CLUB DE JARDINES DE PIRQUE

Por Julia Tribes M.-

En esta época no estamos mucho tiempo en el jardín ya que el frio nos ahuyenta. De todas maneras se deben recordar varias cosas, tales como cubrir o proteger las plantas delicadas; deshacer la taza de los árboles y arbustos para que no se acumule el agua alrededor del tronco; acumular ramas y hojas para hacer compost; fertilizar con Fosforo los árboles frutales y arbustos de flores.
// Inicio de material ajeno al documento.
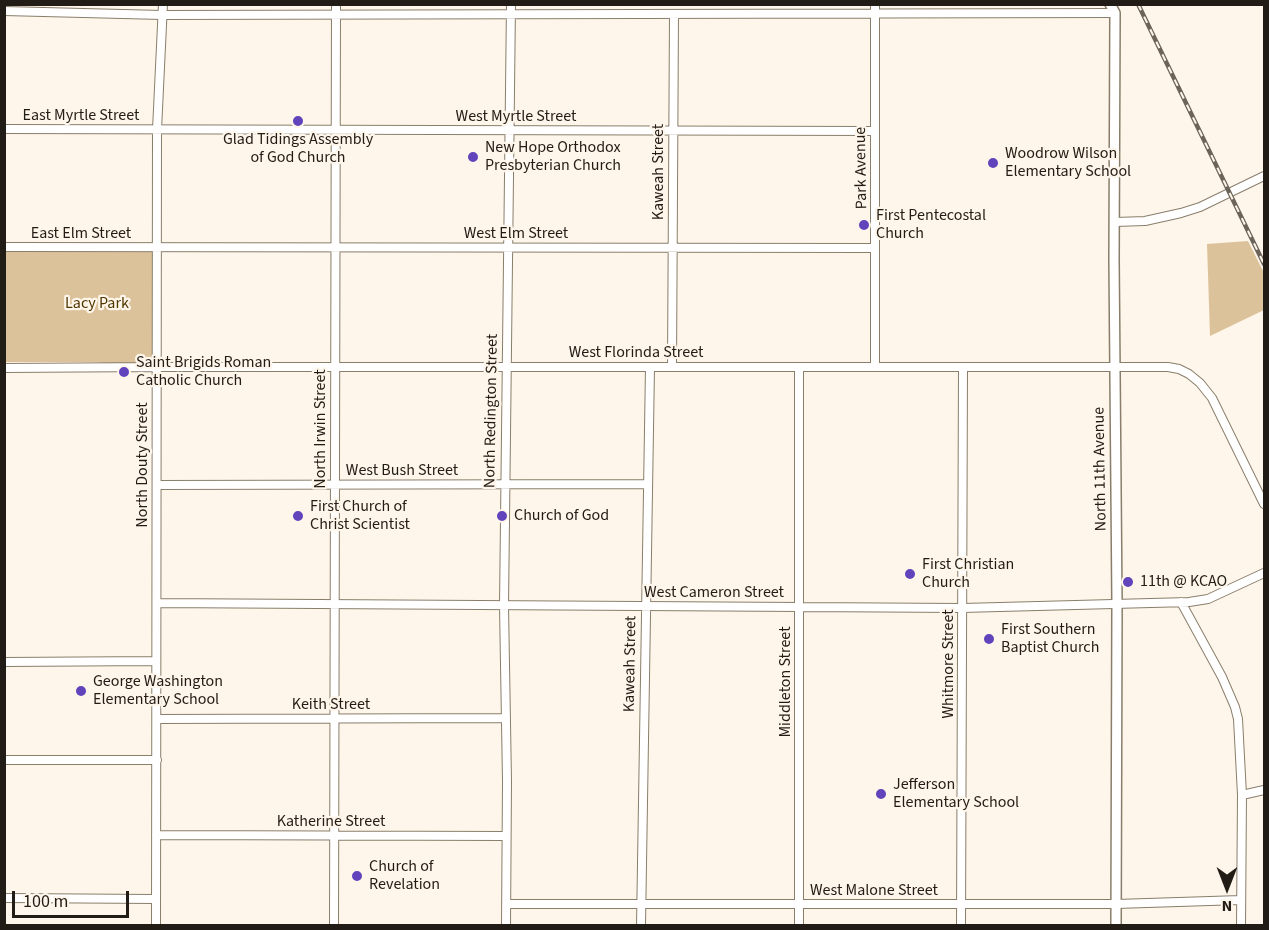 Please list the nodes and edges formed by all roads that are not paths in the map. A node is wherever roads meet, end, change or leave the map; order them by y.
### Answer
1 (163, 4) edge
2 (336, 4) edge
3 (511, 4) edge
4 (648, 4) edge
5 (875, 4) edge
6 (1122, 4) edge
7 (1113, 9) edge
8 (4, 11) edge
9 (648, 14) junction
10 (674, 14) junction
11 (875, 14) junction
12 (162, 15) junction
13 (336, 15) junction
14 (511, 15) junction
15 (4, 129) edge
16 (157, 130) junction
17 (335, 130) junction
18 (509, 130) junction
19 (673, 131) junction
20 (874, 131) junction
21 (1264, 176) edge
22 (1115, 222) junction
23 (4, 247) edge
24 (157, 247) junction
25 (335, 247) junction
26 (508, 248) junction
27 (673, 248) junction
28 (875, 248) junction
29 (157, 366) junction
30 (335, 366) junction
31 (507, 366) junction
32 (650, 366) junction
33 (672, 366) junction
34 (799, 367) junction
35 (875, 367) junction
36 (963, 367) junction
37 (1115, 367) junction
38 (4, 368) edge
39 (335, 484) junction
40 (505, 484) junction
41 (648, 484) junction
42 (157, 485) junction
43 (1264, 504) edge
44 (1264, 573) edge
45 (1181, 602) junction
46 (157, 603) junction
47 (1117, 604) junction
48 (334, 605) junction
49 (504, 606) junction
50 (646, 606) junction
51 (799, 607) junction
52 (962, 608) junction
53 (156, 661) junction
54 (4, 662) edge
55 (506, 718) junction
56 (157, 719) junction
57 (334, 719) junction
58 (4, 760) edge
59 (157, 760) junction
60 (1264, 790) edge
61 (1242, 795) junction
62 (156, 835) junction
63 (334, 836) junction
64 (506, 836) junction
65 (4, 898) edge
66 (156, 899) junction
67 (1241, 900) junction
68 (506, 904) junction
69 (641, 904) junction
70 (799, 904) junction
71 (961, 904) junction
72 (1116, 904) junction
73 (156, 926) edge
74 (334, 926) edge
75 (506, 926) edge
76 (641, 926) edge
77 (799, 926) edge
78 (961, 926) edge
79 (1116, 926) edge
80 (1241, 926) edge

1 - 12 street, North Douty Street
2 - 13 street, North Irwin Street
3 - 14 street, North Redington Street
4 - 9 street
5 - 11 street, Park Avenue
6 - 7 main road
7 - 11 street
7 - 22 main road, North 11th Avenue
8 - 12 street
9 - 10 street
9 - 14 street
10 - 11 street
10 - 19 street, Kaweah Street
11 - 20 street, Park Avenue
12 - 13 street
12 - 16 street, North Douty Street
13 - 14 street
13 - 17 street, North Irwin Street
14 - 18 street, North Redington Street
15 - 16 street, East Myrtle Street
16 - 17 street, West Myrtle Street
16 - 24 street, North Douty Street
17 - 18 street, West Myrtle Street
17 - 25 street, North Irwin Street
18 - 19 street, West Myrtle Street
18 - 26 street, North Redington Street
19 - 20 street, West Myrtle Street
19 - 27 street, Kaweah Street
20 - 28 street, Park Avenue
21 - 22 street
22 - 37 main road, North 11th Avenue
23 - 24 street, East Elm Street
24 - 25 street, West Elm Street
24 - 29 street, North Douty Street
25 - 26 street, West Elm Street
25 - 30 street, North Irwin Street
26 - 27 street, West Elm Street
26 - 31 street, North Redington Street
27 - 28 street, West Elm Street
27 - 33 street, Kaweah Street
28 - 35 street, Park Avenue
29 - 30 street, West Florinda Street
29 - 38 street, West Florinda Street
29 - 42 street, North Douty Street
30 - 31 street, West Florinda Street
30 - 39 street, North Irwin Street
31 - 32 street, West Florinda Street
31 - 40 street, North Redington Street
32 - 33 street, West Florinda Street
32 - 41 street, Kaweah Street
33 - 34 street, West Florinda Street
34 - 35 street, West Florinda Street
34 - 51 street, Middleton Street
35 - 36 street, West Florinda Street
36 - 37 street, West Florinda Street
36 - 52 street, Whitmore Street
37 - 43 street, West Florinda Street
37 - 47 main road, North 11th Avenue
39 - 40 street, West Bush Street
39 - 42 street, West Bush Street
39 - 48 street, North Irwin Street
40 - 41 street, West Bush Street
40 - 49 street, North Redington Street
41 - 50 street, Kaweah Street
42 - 46 street, North Douty Street
44 - 45 street, West Cameron Street
45 - 47 street, West Cameron Street
45 - 61 street
46 - 48 street, West Cameron Street
46 - 53 street, North Douty Street
47 - 52 street, West Cameron Street
47 - 72 main road, North 11th Avenue
48 - 49 street, West Cameron Street
48 - 57 street, North Irwin Street
49 - 50 street, West Cameron Street
49 - 55 street, North Redington Street
50 - 51 street, West Cameron Street
50 - 69 street, Kaweah Street
51 - 52 street, West Cameron Street
51 - 70 street, Middleton Street
52 - 71 street, Whitmore Street
53 - 54 street
53 - 56 street, North Douty Street
55 - 57 street, Keith Street
55 - 64 street, North Redington Street
56 - 57 street, Keith Street
56 - 59 street, North Douty Street
57 - 63 street, North Irwin Street
58 - 59 street
59 - 62 street, North Douty Street
60 - 61 street
61 - 67 street
62 - 63 street, Katherine Street
62 - 66 street, North Douty Street
63 - 64 street, Katherine Street
63 - 74 street, North Irwin Street
64 - 68 street, North Redington Street
65 - 66 street
66 - 73 street, North Douty Street
67 - 72 street, West Malone Street
67 - 80 street
68 - 69 street, West Malone Street
68 - 75 street, North Redington Street
69 - 70 street, West Malone Street
69 - 76 street, Kaweah Street
70 - 71 street, West Malone Street
70 - 77 street, Middleton Street
71 - 72 street, West Malone Street
71 - 78 street, Whitmore Street
72 - 79 main road, North 11th Avenue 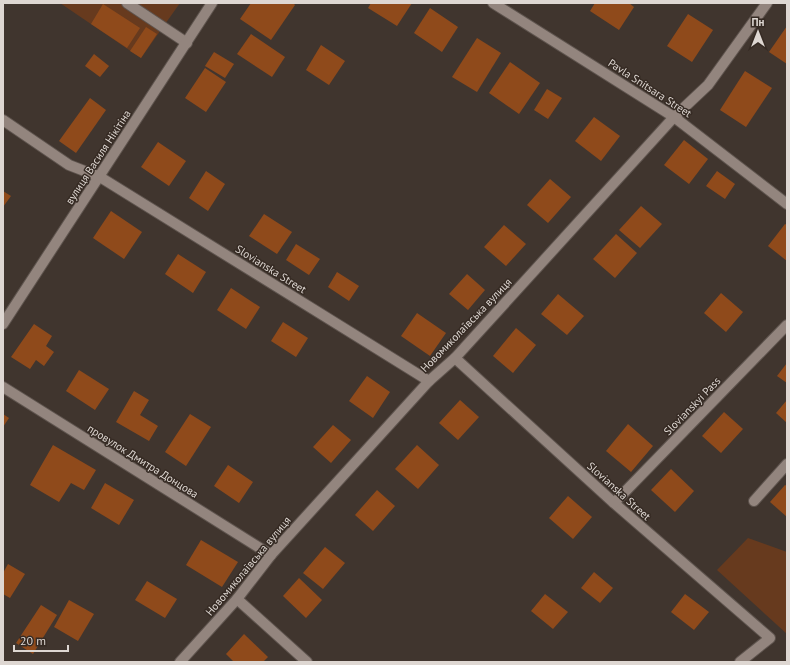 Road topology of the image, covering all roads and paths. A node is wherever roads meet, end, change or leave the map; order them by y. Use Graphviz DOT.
graph roads {
  1 [pos="128,3"];
  2 [pos="212,3"];
  3 [pos="493,3"];
  4 [pos="766,3"];
  5 [pos="187,42"];
  6 [pos="674,117"];
  7 [pos="3,120"];
  8 [pos="100,176"];
  9 [pos="787,204"];
  10 [pos="3,324"];
  11 [pos="787,326"];
  12 [pos="455,358"];
  13 [pos="430,381"];
  14 [pos="3,387"];
  15 [pos="787,464"];
  16 [pos="754,501"];
  17 [pos="614,503"];
  18 [pos="271,555"];
  19 [pos="237,599"];
  20 [pos="180,662"];
  21 [pos="307,662"];
  22 [pos="740,662"];
  1 -- 5 [label="street"];
  2 -- 5 [label="street, вулиця Василя Нікітіна"];
  3 -- 6 [label="street, Pavla Snitsara Street"];
  4 -- 6 [label="street, Новомиколаївська вулиця"];
  5 -- 8 [label="street, вулиця Василя Нікітіна"];
  6 -- 9 [label="street, Pavla Snitsara Street"];
  6 -- 12 [label="street, Новомиколаївська вулиця"];
  7 -- 8 [label="street, Slovianska Street"];
  8 -- 10 [label="street, вулиця Василя Нікітіна"];
  8 -- 13 [label="street, Slovianska Street"];
  11 -- 17 [label="street, Slovianskyi Pass"];
  12 -- 13 [label="street, Новомиколаївська вулиця"];
  12 -- 17 [label="street, Slovianska Street"];
  13 -- 18 [label="street, Новомиколаївська вулиця"];
  14 -- 18 [label="street, провулок Дмитра Донцова"];
  15 -- 16 [label="street"];
  17 -- 22 [label="street, Slovianska Street"];
  18 -- 19 [label="street, Новомиколаївська вулиця"];
  19 -- 20 [label="street, Новомиколаївська вулиця"];
  19 -- 21 [label="street"];
} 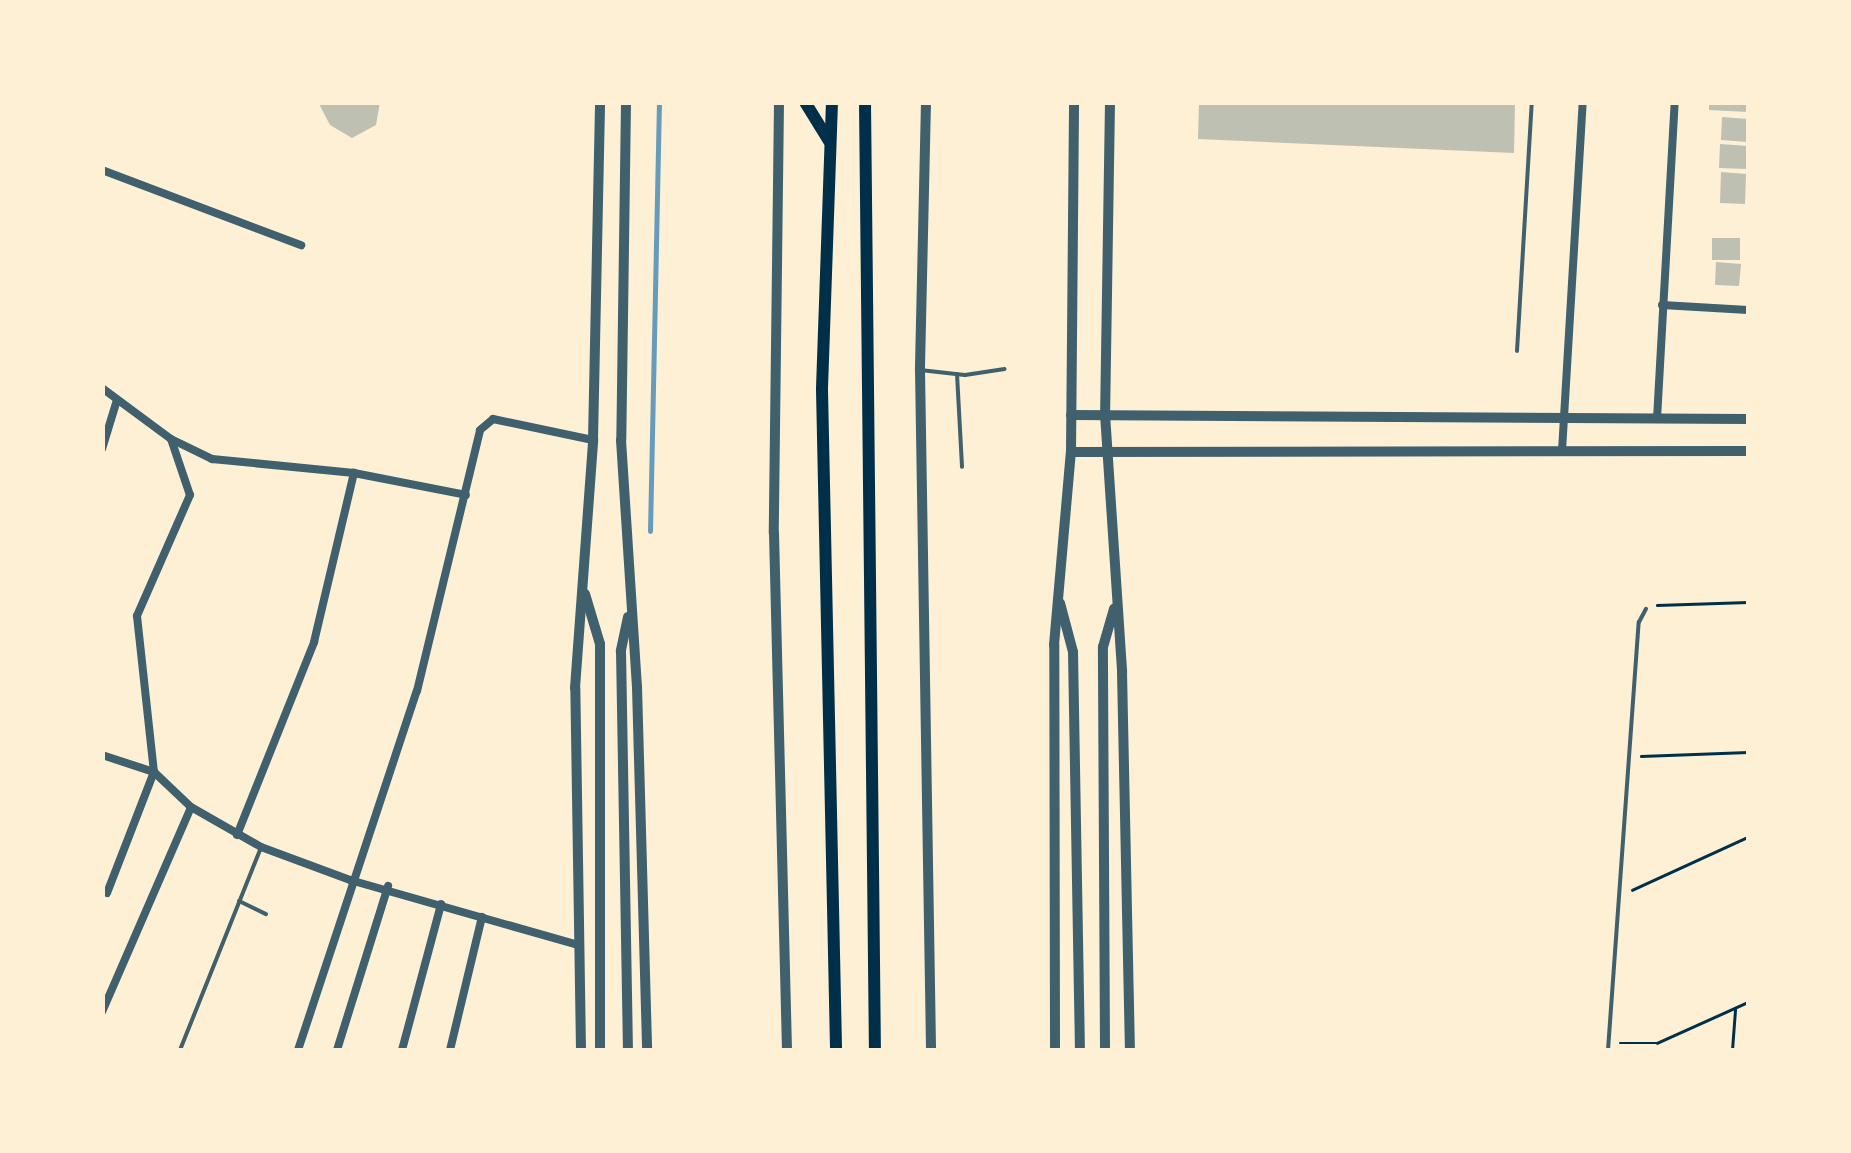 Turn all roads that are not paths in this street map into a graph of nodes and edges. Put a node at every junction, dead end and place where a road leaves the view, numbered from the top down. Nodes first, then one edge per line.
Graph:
1 (600, 102) edge
2 (626, 102) edge
3 (779, 102) edge
4 (805, 102) edge
5 (832, 102) edge
6 (865, 102) edge
7 (926, 102) edge
8 (1074, 102) edge
9 (1110, 102) edge
10 (1532, 102) edge
11 (1583, 102) edge
12 (1675, 102) edge
13 (831, 144) junction
14 (102, 170) edge
15 (301, 244) dead end
16 (1662, 305) junction
17 (1748, 310) edge
18 (1517, 351) dead end
19 (1005, 369) dead end
20 (920, 370) junction
21 (957, 374) junction
22 (102, 388) edge
23 (117, 400) junction
24 (1105, 414) junction
25 (1071, 415) junction
26 (1563, 416) junction
27 (1748, 419) edge
28 (1657, 420) junction
29 (170, 439) junction
30 (593, 440) junction
31 (102, 449) edge
32 (1106, 450) junction
33 (1562, 451) junction
34 (1748, 451) edge
35 (1071, 452) junction
36 (962, 467) dead end
37 (354, 473) junction
38 (466, 495) junction
39 (583, 585) junction
40 (1058, 597) junction
41 (1117, 598) junction
42 (630, 602) junction
43 (1646, 609) road end
44 (102, 755) edge
45 (154, 772) junction
46 (191, 808) junction
47 (237, 835) junction
48 (261, 847) junction
49 (350, 880) junction
50 (388, 886) junction
51 (107, 893) dead end
52 (239, 901) junction
53 (441, 904) junction
54 (266, 914) dead end
55 (482, 916) junction
56 (578, 945) junction
57 (102, 1012) edge
58 (180, 1050) edge
59 (298, 1050) edge
60 (337, 1050) edge
61 (402, 1050) edge
62 (450, 1050) edge
63 (580, 1050) edge
64 (600, 1050) edge
65 (628, 1050) edge
66 (647, 1050) edge
67 (787, 1050) edge
68 (836, 1050) edge
69 (875, 1050) edge
70 (931, 1050) edge
71 (1055, 1050) edge
72 (1080, 1050) edge
73 (1105, 1050) edge
74 (1130, 1050) edge
75 (1608, 1050) edge

1 - 30 street
2 - 42 street
3 - 67 street
4 - 13 highway
5 - 13 highway
6 - 69 highway
7 - 20 street
8 - 25 street
9 - 24 street
10 - 18 lane
11 - 26 street
12 - 16 street
13 - 68 highway
14 - 15 street
16 - 17 street
16 - 28 street
19 - 21 lane
20 - 21 lane
20 - 70 street
21 - 36 lane
22 - 23 street
23 - 29 street
23 - 31 street
24 - 25 street
24 - 26 street
24 - 32 street
25 - 35 street
26 - 28 street
26 - 33 street
27 - 28 street
29 - 37 street
29 - 45 street
30 - 38 street
30 - 39 street
32 - 33 street
32 - 35 street
32 - 41 street
33 - 34 street
35 - 40 street
37 - 38 street
37 - 47 street
38 - 49 street
39 - 56 street
39 - 64 street
40 - 71 street
40 - 72 street
41 - 73 street
41 - 74 street
42 - 65 street
42 - 66 street
43 - 75 lane
44 - 45 street
45 - 46 street
45 - 51 street
46 - 47 street
46 - 57 street
47 - 48 street
48 - 49 street
48 - 52 lane
49 - 50 street
49 - 59 street
50 - 53 street
50 - 60 street
52 - 54 lane
52 - 58 lane
53 - 55 street
53 - 61 street
55 - 56 street
55 - 62 street
56 - 63 street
Y como debemos seguir conectados a todo lo que es jardinería, el Club de Jardines de Pirque, quiere entregarles en esta oportunidad, un tema muy interesante y que es el que se refiere al nombre científico de las plantas.

Los nombres científicos de las plantas no siempre han existido. En su forma actual tuvieron origen en 1753, cuando Carlos Linneo publicó su libro Species Plantarum . Pero, ¿qué fue lo que motivó su aparición? ¿Es realmente necesario complicarse la vida utilizando nombres como Spondias mombin en lugar de decir simplemente «ciruela»?

club-jardinesLos nombres científicos son excelentes para evitar confusiones, como en el caso de las ciruelas, en que sabemos que existen diferentes tipos de ellas, como la ciruela de España

( Prunus domestica ), que es ordinariamente roja y tiene un hueso aplanado, y la ciruela mexicana ( Spondias mombin ), que es normalmente amarilla y tiene un hueso redondo y grande.

Los nombres científicos nos dan además un indicio sobre las relaciones de parentesco entre las diferentes plantas, cuando éste es cercano. Por ejemplo, los duraznos, las ciruelas de España, los damascos y las cerezas están todos cercanamente emparentados, como lo indican sus nombres científicos: Prunus persica , Prunus domestica , Prunus armeniaca y Prunus avium , respectivamente.

Los nombres comunes, por otro lado, nos llevan a errores al sugerir parentesco donde no lo hay. La ciruela mexicana no tiene ninguna relación con la ciruela de España. Más bien, la ciruela mexicana está relacionada lejanamente con el mango ( Mangifera indica ) ya que ambos frutales pertenecen a la familia de las anarcadiáceas, mientras que los frutales del género Prunus pertenece a la familia de las rosáceas.

Por otra parte, los nombres científicos son internacionales, mientras que los nombres comunes varían incluso dentro de un mismo país. Por ejemplo, a la ciruela mexicana en ocasiones se le denomina jobo o jocote en diferentes regiones.

En el siglo XVIII surgió la necesidad de formalizar un sistema internacional de nomenclatura para las plantas. A fin de evitar favorecer a un cierto país se optó por usar al latín como base para la nueva nomenclatura científica; una lengua muerta que no era oficial en ninguna nación y además presentaba la ventaja de ser hablada como segunda lengua por la gente culta de Europa.

En sus inicios, los nombres científicos eran en realidad descripciones de las plantas. Conforme se descubrían nuevas especies cercanas a las existentes, los nombres iniciales iban sufriendo pequeñas modificaciones para dar cuenta de ellas. Sin embargo, a medida que aparecían más y más especies los nombres fueron creciendo a tal grado que se volvieron imprácticos Fue Linneo quien, de manera consistente, puso fin a este problema al separar los nombres científicos de las descripciones e instauró así el sistema binominal de nomenclatura científica vigente hasta nuestros días. En este sistema, los nombres de las especies de plantas (y de todos los seres vivos) constan de dos palabras, que se denominan género y especie, respectivamente. De tal suerte que las especies afines se clasifican en el mismo género, pero con diferentes especies, como el caso de los frutales del género Prunus que discutimos con anterioridad. Por otra parte, pueden aceptarse nombres de tres palabras solamente en los casos en que se hace necesario determinar diferentes subespecies, variedades o formas: por ejemplo, Laelia rubescens variedad alba .

Por lo general los nombres genéricos y específicos tienen alguna relación con la nueva planta. Por ejemplo, algunas veces describen alguna característica notable, como rubrum (rojo), scabrum (rugoso) o albiflora (de flores blancas); en otras ocasiones los nombres hacen referencia al sitio donde se encontró la nueva especie por primera vez, como nayaritensis (de Nayarit), jaliscana (de Jalisco) o arabicus (de Arabia). O bien, los nombres se dedican en honor de alguna persona que haya tenido que ver con el descubrimiento del nuevo género o especie o que esté relacionado de alguna manera con la botánica, como hartwegiana (dedicado a Hartweg), lexarzanum (dedicado a Lexarza) o Tamayoa (dedicado a Tamayo). La catalogación científica de las plantas es una tarea ardua y aún lejos de ser completa.